Molecular mechanism of apoptosis: prediction of three-dimensional structure of caspase-6 and its interactions by homology modeling.

Caspases, the intracellular cysteine proteinases, play a central role in the process of programmed cell death. Caspases induce apoptosis through a highly integrated and regulated biological, biochemical, and genetic mechanism. Although proper execution of apoptosis is fundamental for cell growth artificial caspase inhibition can be considered in certain degenerative diseases. This realization has attracted attention towards caspases as likely targets for pharmaceutical intervention. Here we analyze the structure of caspase-6 and also predict the possible glycosylation, phosphorylation, and myristoylation sites as very little is known about the functional role of these post translational modifications in the caspase family. These studies are expected to improve our understanding of associations of caspases with other molecules and the possible role played in apoptosis. The predicted tertiary structure of caspase-6 as well as the enzyme complexed with its inhibitor (tetra-peptide aldehyde Ac-IETD-CHO) shows similar binding feature as seen in other caspases.

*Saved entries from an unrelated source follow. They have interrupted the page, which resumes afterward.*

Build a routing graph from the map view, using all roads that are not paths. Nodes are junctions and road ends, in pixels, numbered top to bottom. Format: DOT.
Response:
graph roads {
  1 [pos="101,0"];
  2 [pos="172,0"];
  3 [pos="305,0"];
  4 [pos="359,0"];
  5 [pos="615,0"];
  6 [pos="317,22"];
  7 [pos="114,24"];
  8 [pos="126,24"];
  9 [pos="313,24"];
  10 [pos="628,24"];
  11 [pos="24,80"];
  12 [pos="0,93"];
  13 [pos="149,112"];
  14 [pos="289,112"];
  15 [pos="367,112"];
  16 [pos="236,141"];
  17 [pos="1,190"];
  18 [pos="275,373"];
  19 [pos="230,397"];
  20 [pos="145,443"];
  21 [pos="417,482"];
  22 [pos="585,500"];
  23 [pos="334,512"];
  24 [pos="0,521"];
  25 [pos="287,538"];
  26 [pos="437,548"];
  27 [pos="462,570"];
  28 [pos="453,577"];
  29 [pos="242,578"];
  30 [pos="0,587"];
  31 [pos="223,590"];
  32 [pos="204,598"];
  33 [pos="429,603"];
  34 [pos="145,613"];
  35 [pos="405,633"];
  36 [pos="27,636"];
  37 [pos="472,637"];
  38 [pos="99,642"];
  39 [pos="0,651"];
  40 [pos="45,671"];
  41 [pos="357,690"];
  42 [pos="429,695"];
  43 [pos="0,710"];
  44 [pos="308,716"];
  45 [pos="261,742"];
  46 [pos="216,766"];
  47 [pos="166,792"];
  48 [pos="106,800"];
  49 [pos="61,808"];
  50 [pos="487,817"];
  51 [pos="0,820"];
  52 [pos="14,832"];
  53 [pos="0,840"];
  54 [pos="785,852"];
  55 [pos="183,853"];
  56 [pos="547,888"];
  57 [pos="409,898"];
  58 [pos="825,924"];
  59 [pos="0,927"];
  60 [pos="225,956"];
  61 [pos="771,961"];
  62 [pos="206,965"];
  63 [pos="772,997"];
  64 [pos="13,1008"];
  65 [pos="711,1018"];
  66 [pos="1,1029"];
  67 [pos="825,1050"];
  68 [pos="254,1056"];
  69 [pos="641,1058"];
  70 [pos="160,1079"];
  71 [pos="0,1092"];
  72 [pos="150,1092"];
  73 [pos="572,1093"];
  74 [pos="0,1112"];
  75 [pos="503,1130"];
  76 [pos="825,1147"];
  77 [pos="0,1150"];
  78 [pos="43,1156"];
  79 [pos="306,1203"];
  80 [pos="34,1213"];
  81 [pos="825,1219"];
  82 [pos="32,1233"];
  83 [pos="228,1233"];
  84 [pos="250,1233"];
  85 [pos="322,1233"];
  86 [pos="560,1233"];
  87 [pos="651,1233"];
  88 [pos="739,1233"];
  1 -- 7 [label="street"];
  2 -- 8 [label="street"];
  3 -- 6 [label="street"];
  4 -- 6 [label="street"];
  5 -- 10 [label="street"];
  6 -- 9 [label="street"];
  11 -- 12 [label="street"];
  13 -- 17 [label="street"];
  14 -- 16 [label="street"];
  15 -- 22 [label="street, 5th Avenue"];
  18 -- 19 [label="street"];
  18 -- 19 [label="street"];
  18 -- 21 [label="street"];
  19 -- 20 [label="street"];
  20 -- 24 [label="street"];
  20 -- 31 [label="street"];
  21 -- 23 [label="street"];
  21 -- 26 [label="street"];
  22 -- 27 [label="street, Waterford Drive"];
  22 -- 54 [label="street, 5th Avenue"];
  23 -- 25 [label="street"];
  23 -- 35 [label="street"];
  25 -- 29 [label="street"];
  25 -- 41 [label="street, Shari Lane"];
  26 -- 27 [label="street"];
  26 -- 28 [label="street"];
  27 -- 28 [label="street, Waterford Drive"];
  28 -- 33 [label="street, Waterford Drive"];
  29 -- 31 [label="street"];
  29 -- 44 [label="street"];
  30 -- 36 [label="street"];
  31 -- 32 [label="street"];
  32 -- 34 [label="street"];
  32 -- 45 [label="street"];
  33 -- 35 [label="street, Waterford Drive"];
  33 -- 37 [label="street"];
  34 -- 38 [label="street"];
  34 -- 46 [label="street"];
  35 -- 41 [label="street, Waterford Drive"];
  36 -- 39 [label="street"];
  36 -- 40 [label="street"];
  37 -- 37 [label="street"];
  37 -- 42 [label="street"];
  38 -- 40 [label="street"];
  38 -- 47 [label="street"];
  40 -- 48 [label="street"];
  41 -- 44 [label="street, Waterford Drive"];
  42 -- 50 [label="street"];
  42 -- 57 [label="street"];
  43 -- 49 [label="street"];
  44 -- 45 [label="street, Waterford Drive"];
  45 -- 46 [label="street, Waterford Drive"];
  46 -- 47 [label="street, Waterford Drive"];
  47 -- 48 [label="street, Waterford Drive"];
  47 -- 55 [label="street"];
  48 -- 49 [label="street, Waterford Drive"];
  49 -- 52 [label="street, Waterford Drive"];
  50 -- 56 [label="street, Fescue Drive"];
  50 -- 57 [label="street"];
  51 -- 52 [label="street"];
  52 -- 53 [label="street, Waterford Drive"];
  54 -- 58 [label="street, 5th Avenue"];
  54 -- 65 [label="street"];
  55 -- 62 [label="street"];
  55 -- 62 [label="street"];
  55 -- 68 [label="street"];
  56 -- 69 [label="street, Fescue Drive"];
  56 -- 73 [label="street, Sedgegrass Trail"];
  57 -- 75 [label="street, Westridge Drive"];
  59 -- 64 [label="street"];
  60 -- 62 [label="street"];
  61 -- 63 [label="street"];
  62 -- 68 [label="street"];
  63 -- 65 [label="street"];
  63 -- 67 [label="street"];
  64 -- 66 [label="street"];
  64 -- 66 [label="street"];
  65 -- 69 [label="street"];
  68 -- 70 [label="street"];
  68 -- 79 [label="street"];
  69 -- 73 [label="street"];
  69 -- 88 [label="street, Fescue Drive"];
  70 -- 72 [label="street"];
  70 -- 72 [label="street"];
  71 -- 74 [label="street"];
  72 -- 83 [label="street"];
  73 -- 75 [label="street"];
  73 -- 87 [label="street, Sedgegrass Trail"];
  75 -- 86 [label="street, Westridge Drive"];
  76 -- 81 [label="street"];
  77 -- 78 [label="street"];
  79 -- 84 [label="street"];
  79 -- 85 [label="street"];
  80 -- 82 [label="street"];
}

Cys/His catalytic dyad for caspase-6 and -8 show possible involvement of a third component, i.e., Pro29 and Arg258 in caspase-6 and caspase-8, respectively. Changes in the length and nature of loop between alpha5 and beta9, involved in defining the S4 subsite, result in modification of P4 (Ile) site. These interactions provide detail of inhibitor binding on structural level and also help in designing mutants for structure-function studies of these enzymes.